None of this would have been any surprise to the Late Dr. Hans Selye, Canada’s great pioneer in stress research. A half a century ago, Dr. Selye noted that when laboratory animals were stressed by controlled shocks or punishments, their lymph glands shriveled up, and the rest of their immune systems went into steep decline. This means that a stressed person is less likely to be able to fight back against a visiting flu virus, and, once infected, the course of the disease is likely to be longer and more severe.
Stress can also affect your health in a number of other ways and inhibit your ability to cope. Under stressful condition your response may be eating high-fat, high-calorie comfort foods, smoking, drinking too much, not sleeping, and not exercising. The combination of changes in your body from the way you respond to stress, combined with other behavioral and emotional responses may lead to chronic health problems. These include:
- Obesity. In many people, stress can lead to overeating. But that’s not all. High levels of stress may increase the risk for visceral fat. This type of fat develops around waist and the organs in the abdomen, causing metabolic changes that can lead to diabetes and heart disease.
- Cardiovascular disease. Stress does not directly cause heart disease. However, stress can put a strain on the heart and blood vessels, thereby contributing to heart disease.
- Diabetes. Stress can make it hard to follow your diabetes treatment plan, which can lead to poor health. Stress also directly increases glucose levels, especially in people with type 2 diabetes.
- Anxiety and depression. It’s no surprise that ongoing stress can wear you down mentally, and if severe, lead to anxiety and depression.
- Asthma. Stress does not cause asthma, but it can trigger asthma attacks and worsen symptoms.
- Skin conditions. Stress can trigger or aggravate skin symptoms in people with psoriasis and eczema. Stress management may help control these conditions.
- Stomach problems. No, stress does not cause ulcers. But it can worsen symptoms of ulcers and irritable bowel syndrome.
- Acne. One large study confirmed what many teenagers already know: high levels of stress makes acne worse in teens.
Here’s an action tip:
Stress doesn’t cause infections, for that you still need a bacteria or a virus. But stress does interfere with your defenses to any disease. So workaholics beware, if you don’t invest enough time and energy in building strong support at home, you may be headed for an avoidable illness.
It’s also impossible to completely avoid stressful situations. But you can learn t manage the stress you do encounter:
- Get enough sleep and eat a healthy diet. Get 7 to 8 hours of sleep a night so you have the energy to cope with stressful situations.
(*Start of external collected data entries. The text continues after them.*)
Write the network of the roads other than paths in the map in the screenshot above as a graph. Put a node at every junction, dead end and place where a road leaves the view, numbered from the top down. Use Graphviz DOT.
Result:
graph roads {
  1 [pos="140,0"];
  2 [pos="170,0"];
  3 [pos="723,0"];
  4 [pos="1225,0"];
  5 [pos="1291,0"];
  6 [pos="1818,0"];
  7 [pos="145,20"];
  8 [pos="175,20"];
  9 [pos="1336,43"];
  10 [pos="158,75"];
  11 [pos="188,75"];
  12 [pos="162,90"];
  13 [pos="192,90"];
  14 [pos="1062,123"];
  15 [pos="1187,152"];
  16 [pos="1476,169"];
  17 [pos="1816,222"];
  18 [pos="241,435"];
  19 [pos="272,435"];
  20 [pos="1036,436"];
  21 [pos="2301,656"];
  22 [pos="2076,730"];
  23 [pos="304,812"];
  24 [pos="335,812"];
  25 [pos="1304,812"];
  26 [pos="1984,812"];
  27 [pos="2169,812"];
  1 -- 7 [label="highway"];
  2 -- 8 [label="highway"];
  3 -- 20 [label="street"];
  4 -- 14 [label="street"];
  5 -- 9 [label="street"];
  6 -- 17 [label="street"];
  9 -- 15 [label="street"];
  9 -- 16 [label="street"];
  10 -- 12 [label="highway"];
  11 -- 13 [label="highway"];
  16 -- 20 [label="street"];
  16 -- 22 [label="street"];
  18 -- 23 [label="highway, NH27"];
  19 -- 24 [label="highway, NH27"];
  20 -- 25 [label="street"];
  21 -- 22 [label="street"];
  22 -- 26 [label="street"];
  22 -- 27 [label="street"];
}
Fill up and fuel your body with healthy choices rather than getting bogged down by high-fat comfort foods.
- Nurture close relationships. Often, we don’t appreciate how important friends and family can be for good health.
- Learn to let go. Remember, the sky won’t fall if you wait another day to do laundry, clean the bathrooms, or write that thank-you note.
- Try new ways to relax. Some studies have found that yoga, meditation, and relaxation exercises may help reduce stress in people. Yoga will also help build strength and flexibility.
- Get help if you need it. If you can’t get seem to get relief from under stress and nothing seems to help, talk with your family physician or a counselor.